=== STORED DATA ===
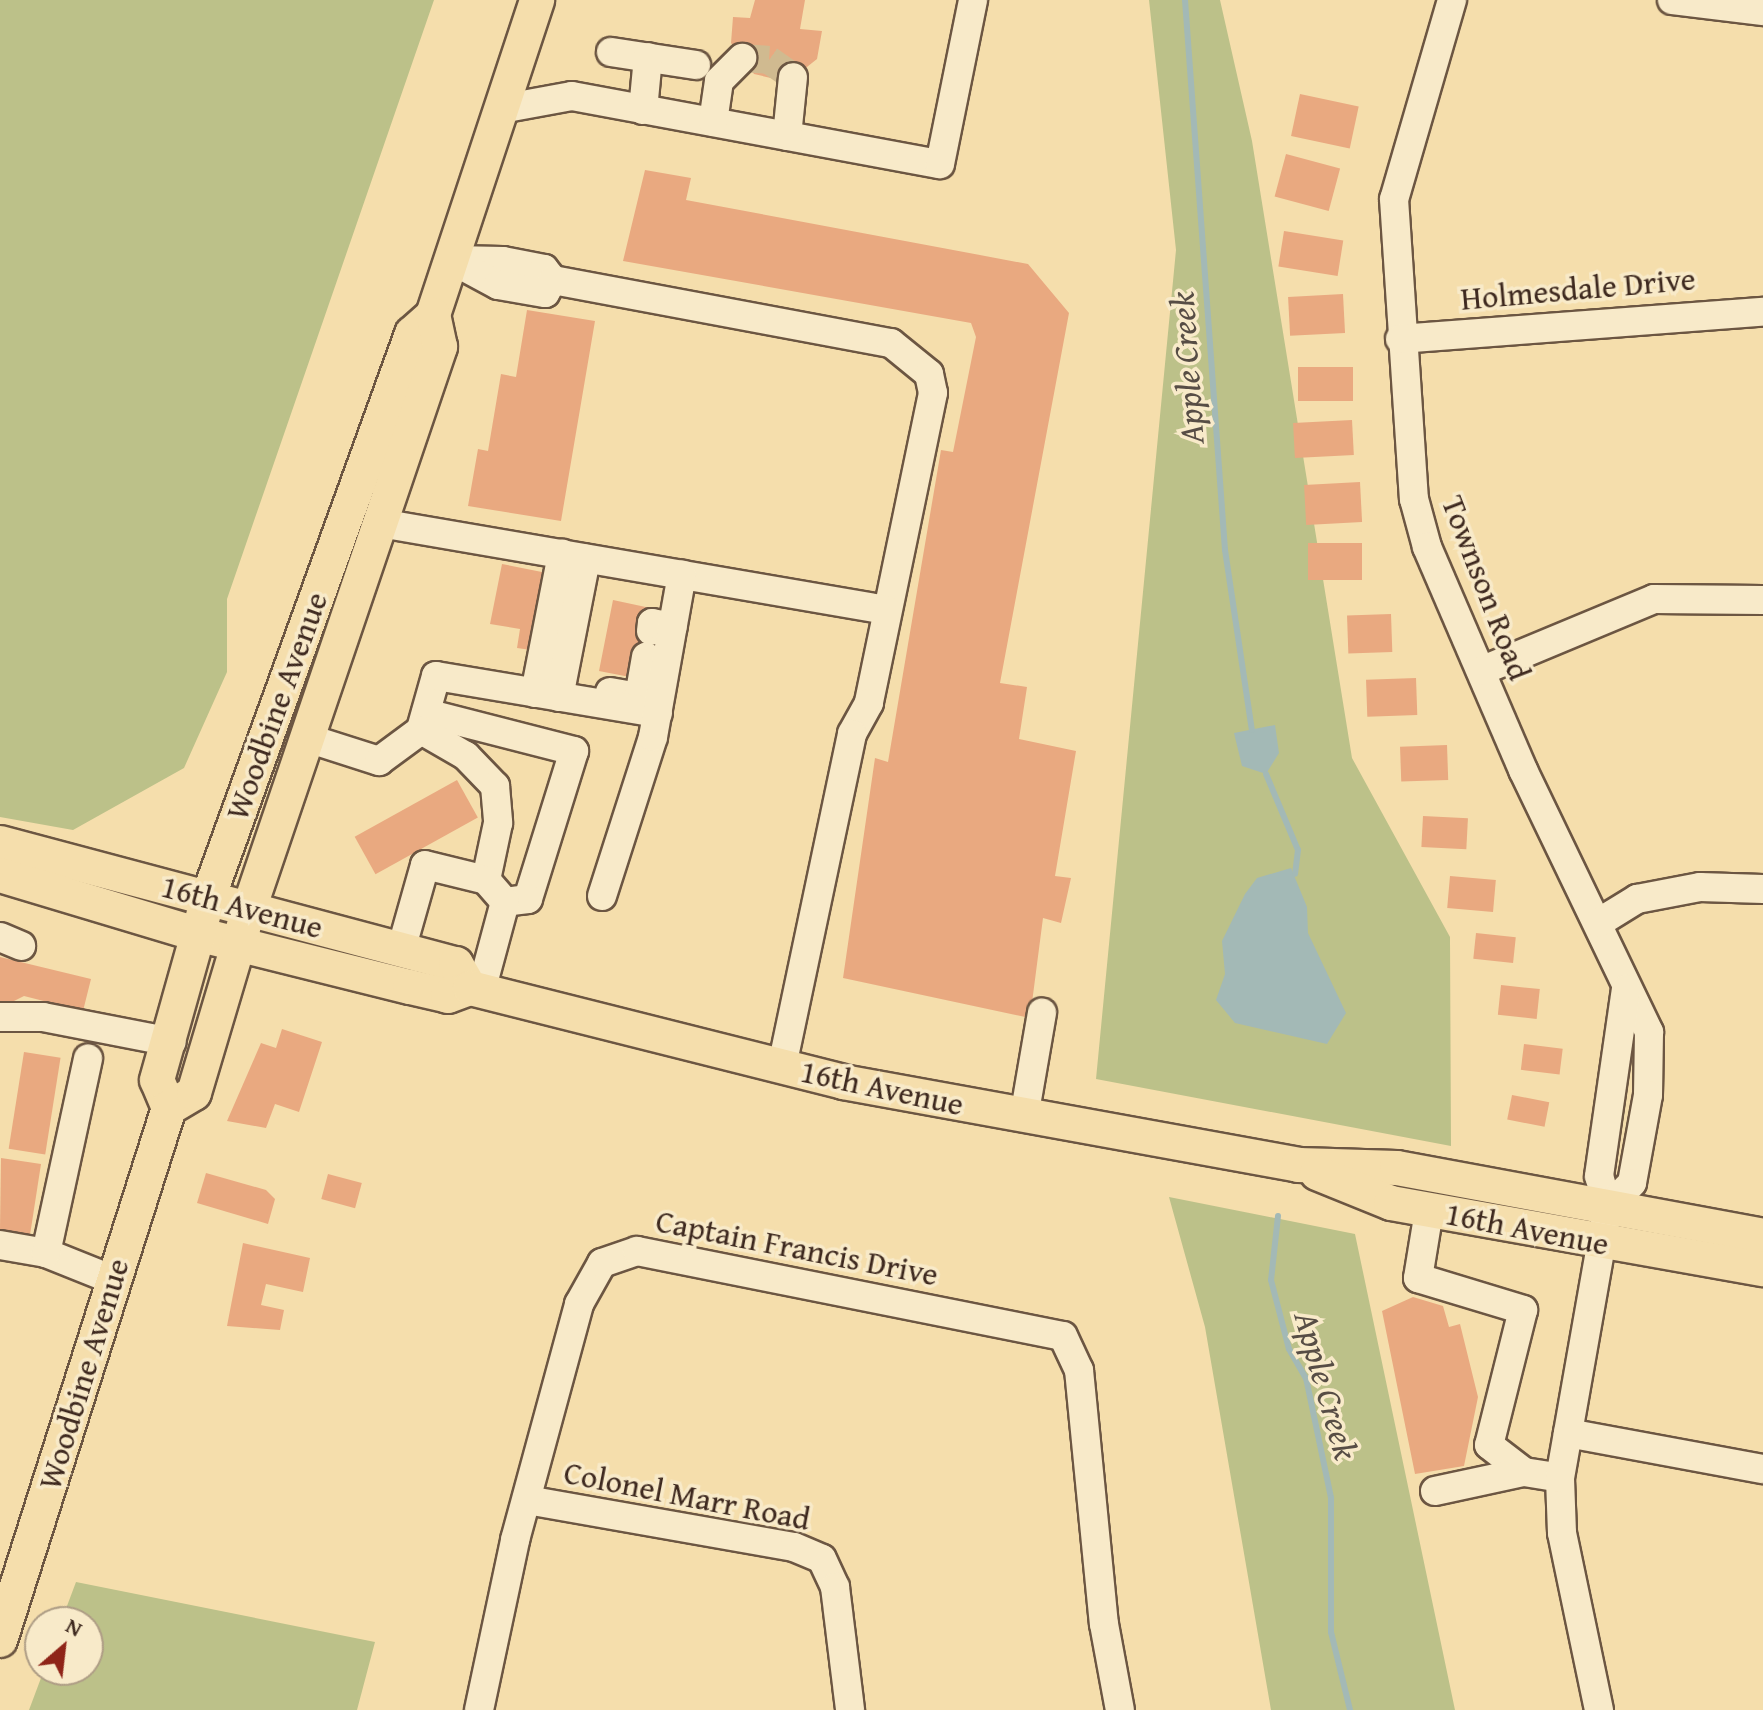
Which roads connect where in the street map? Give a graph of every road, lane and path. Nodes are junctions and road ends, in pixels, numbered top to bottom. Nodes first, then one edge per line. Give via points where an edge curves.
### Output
1 (537, 0) edge
2 (973, 0) edge
3 (1452, 0) edge
4 (1672, 0) edge
5 (1763, 11) edge
6 (611, 52) dead end
7 (648, 57) junction
8 (742, 58) dead end
9 (696, 65) dead end
10 (793, 77) dead end
11 (501, 109) junction
12 (643, 110) junction
13 (713, 122) junction
14 (787, 136) junction
15 (451, 260) junction
16 (1763, 312) edge
17 (433, 315) junction
18 (1400, 339) junction
19 (380, 523) junction
20 (574, 556) junction
21 (682, 575) junction
22 (1763, 600) edge
23 (887, 610) junction
24 (657, 639) junction
25 (1481, 671) junction
26 (548, 688) junction
27 (658, 713) junction
28 (424, 721) junction
29 (307, 738) junction
30 (0, 843) edge
31 (0, 875) edge
32 (486, 880) junction
33 (1763, 889) edge
34 (602, 896) dead end
35 (208, 898) junction
36 (505, 902) junction
37 (249, 909) junction
38 (1598, 923) junction
39 (197, 934) junction
40 (238, 943) junction
41 (401, 950) junction
42 (476, 990) junction
43 (1042, 1013) dead end
44 (0, 1017) edge
45 (172, 1042) junction
46 (88, 1058) dead end
47 (782, 1067) junction
48 (169, 1108) junction
49 (1024, 1117) junction
50 (1298, 1165) junction
51 (1608, 1207) junction
52 (1429, 1211) junction
53 (1763, 1236) edge
54 (1602, 1243) junction
55 (0, 1245) edge
56 (46, 1253) junction
57 (1763, 1269) edge
58 (113, 1280) junction
59 (1568, 1433) junction
60 (1763, 1469) edge
61 (1524, 1472) junction
62 (1560, 1478) junction
63 (1435, 1491) dead end
64 (527, 1500) junction
65 (0, 1640) edge
66 (479, 1710) edge
67 (850, 1710) edge
68 (1120, 1710) edge
69 (1599, 1710) edge

1 - 11 main road, Woodbine Avenue
2 - 14 street via 940,164
3 - 18 street, Townson Road via 1397,179 1393,262
4 - 5 street
6 - 7 street
7 - 9 street
7 - 12 street
8 - 13 street via 719,81
10 - 14 street
11 - 12 street via 572,96
11 - 15 main road, Woodbine Avenue
12 - 13 street
13 - 14 street
15 - 17 main road, Woodbine Avenue
15 - 23 street via 498,285 545,293 553,280 891,343 917,362 933,393
16 - 18 street, Holmesdale Drive
17 - 19 main road, Woodbine Avenue via 440,347
17 - 35 main road, Woodbine Avenue via 412,334
18 - 25 street, Townson Road via 1420,524
19 - 20 street
19 - 29 main road, Woodbine Avenue
20 - 21 street
20 - 26 street
21 - 23 street
21 - 24 street
22 - 25 street via 1654,599
23 - 47 street via 869,703 852,734
24 - 26 street via 639,697
24 - 27 street
25 - 38 street, Townson Road
26 - 27 street
26 - 28 street via 436,676
27 - 34 street
28 - 29 street via 379,761
28 - 32 street via 495,786 498,823
28 - 36 street via 574,751 528,899
29 - 37 main road, Woodbine Avenue
30 - 35 main road, 16th Avenue
31 - 39 main road, 16th Avenue
32 - 36 street
32 - 41 street via 425,865
33 - 38 street via 1712,886 1637,899
35 - 37 main road, 16th Avenue
35 - 39 main road, Woodbine Avenue
36 - 42 street
37 - 40 main road, Woodbine Avenue
37 - 41 main road, 16th Avenue
38 - 51 street, Townson Road via 1626,989 1599,1176
39 - 40 main road, 16th Avenue
39 - 45 main road, Woodbine Avenue
40 - 42 main road, 16th Avenue via 448,996
40 - 48 main road, Woodbine Avenue via 194,1093
41 - 42 main road, 16th Avenue via 459,965
42 - 47 main road, 16th Avenue
43 - 49 street
44 - 45 street via 43,1017
45 - 48 main road, Woodbine Avenue via 157,1080
46 - 56 street
47 - 49 main road, 16th Avenue
48 - 58 main road, Woodbine Avenue
49 - 50 main road, 16th Avenue
50 - 51 main road, 16th Avenue via 1397,1168
50 - 52 main road, 16th Avenue
51 - 53 main road, 16th Avenue
51 - 54 street
52 - 54 main road, 16th Avenue
52 - 61 street via 1418,1278 1523,1310 1489,1445
54 - 57 main road, 16th Avenue
54 - 59 street
55 - 56 street
56 - 58 street
58 - 65 main road, Woodbine Avenue
59 - 60 street
59 - 62 street
61 - 62 street
61 - 63 street
62 - 69 street via 1562,1533
64 - 66 street, Captain Francis Drive
64 - 67 street, Colonel Marr Road via 794,1547 822,1559 835,1587
64 - 68 street, Captain Francis Drive via 579,1304 602,1263 619,1252 1054,1333 1072,1345 1079,1370 1104,1624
===
REQUIRED ACTION: Since the pictures are not wanted, give the material again exactly without them.

REPLY TO THE TASK:
Which roads connect where in the street map? Give a graph of every road, lane and path. Nodes are junctions and road ends, in pixels, numbered top to bottom. Nodes first, then one edge per line. Give via points where an edge curves.
### Output
1 (537, 0) edge
2 (973, 0) edge
3 (1452, 0) edge
4 (1672, 0) edge
5 (1763, 11) edge
6 (611, 52) dead end
7 (648, 57) junction
8 (742, 58) dead end
9 (696, 65) dead end
10 (793, 77) dead end
11 (501, 109) junction
12 (643, 110) junction
13 (713, 122) junction
14 (787, 136) junction
15 (451, 260) junction
16 (1763, 312) edge
17 (433, 315) junction
18 (1400, 339) junction
19 (380, 523) junction
20 (574, 556) junction
21 (682, 575) junction
22 (1763, 600) edge
23 (887, 610) junction
24 (657, 639) junction
25 (1481, 671) junction
26 (548, 688) junction
27 (658, 713) junction
28 (424, 721) junction
29 (307, 738) junction
30 (0, 843) edge
31 (0, 875) edge
32 (486, 880) junction
33 (1763, 889) edge
34 (602, 896) dead end
35 (208, 898) junction
36 (505, 902) junction
37 (249, 909) junction
38 (1598, 923) junction
39 (197, 934) junction
40 (238, 943) junction
41 (401, 950) junction
42 (476, 990) junction
43 (1042, 1013) dead end
44 (0, 1017) edge
45 (172, 1042) junction
46 (88, 1058) dead end
47 (782, 1067) junction
48 (169, 1108) junction
49 (1024, 1117) junction
50 (1298, 1165) junction
51 (1608, 1207) junction
52 (1429, 1211) junction
53 (1763, 1236) edge
54 (1602, 1243) junction
55 (0, 1245) edge
56 (46, 1253) junction
57 (1763, 1269) edge
58 (113, 1280) junction
59 (1568, 1433) junction
60 (1763, 1469) edge
61 (1524, 1472) junction
62 (1560, 1478) junction
63 (1435, 1491) dead end
64 (527, 1500) junction
65 (0, 1640) edge
66 (479, 1710) edge
67 (850, 1710) edge
68 (1120, 1710) edge
69 (1599, 1710) edge

1 - 11 main road, Woodbine Avenue
2 - 14 street via 940,164
3 - 18 street, Townson Road via 1397,179 1393,262
4 - 5 street
6 - 7 street
7 - 9 street
7 - 12 street
8 - 13 street via 719,81
10 - 14 street
11 - 12 street via 572,96
11 - 15 main road, Woodbine Avenue
12 - 13 street
13 - 14 street
15 - 17 main road, Woodbine Avenue
15 - 23 street via 498,285 545,293 553,280 891,343 917,362 933,393
16 - 18 street, Holmesdale Drive
17 - 19 main road, Woodbine Avenue via 440,347
17 - 35 main road, Woodbine Avenue via 412,334
18 - 25 street, Townson Road via 1420,524
19 - 20 street
19 - 29 main road, Woodbine Avenue
20 - 21 street
20 - 26 street
21 - 23 street
21 - 24 street
22 - 25 street via 1654,599
23 - 47 street via 869,703 852,734
24 - 26 street via 639,697
24 - 27 street
25 - 38 street, Townson Road
26 - 27 street
26 - 28 street via 436,676
27 - 34 street
28 - 29 street via 379,761
28 - 32 street via 495,786 498,823
28 - 36 street via 574,751 528,899
29 - 37 main road, Woodbine Avenue
30 - 35 main road, 16th Avenue
31 - 39 main road, 16th Avenue
32 - 36 street
32 - 41 street via 425,865
33 - 38 street via 1712,886 1637,899
35 - 37 main road, 16th Avenue
35 - 39 main road, Woodbine Avenue
36 - 42 street
37 - 40 main road, Woodbine Avenue
37 - 41 main road, 16th Avenue
38 - 51 street, Townson Road via 1626,989 1599,1176
39 - 40 main road, 16th Avenue
39 - 45 main road, Woodbine Avenue
40 - 42 main road, 16th Avenue via 448,996
40 - 48 main road, Woodbine Avenue via 194,1093
41 - 42 main road, 16th Avenue via 459,965
42 - 47 main road, 16th Avenue
43 - 49 street
44 - 45 street via 43,1017
45 - 48 main road, Woodbine Avenue via 157,1080
46 - 56 street
47 - 49 main road, 16th Avenue
48 - 58 main road, Woodbine Avenue
49 - 50 main road, 16th Avenue
50 - 51 main road, 16th Avenue via 1397,1168
50 - 52 main road, 16th Avenue
51 - 53 main road, 16th Avenue
51 - 54 street
52 - 54 main road, 16th Avenue
52 - 61 street via 1418,1278 1523,1310 1489,1445
54 - 57 main road, 16th Avenue
54 - 59 street
55 - 56 street
56 - 58 street
58 - 65 main road, Woodbine Avenue
59 - 60 street
59 - 62 street
61 - 62 street
61 - 63 street
62 - 69 street via 1562,1533
64 - 66 street, Captain Francis Drive
64 - 67 street, Colonel Marr Road via 794,1547 822,1559 835,1587
64 - 68 street, Captain Francis Drive via 579,1304 602,1263 619,1252 1054,1333 1072,1345 1079,1370 1104,1624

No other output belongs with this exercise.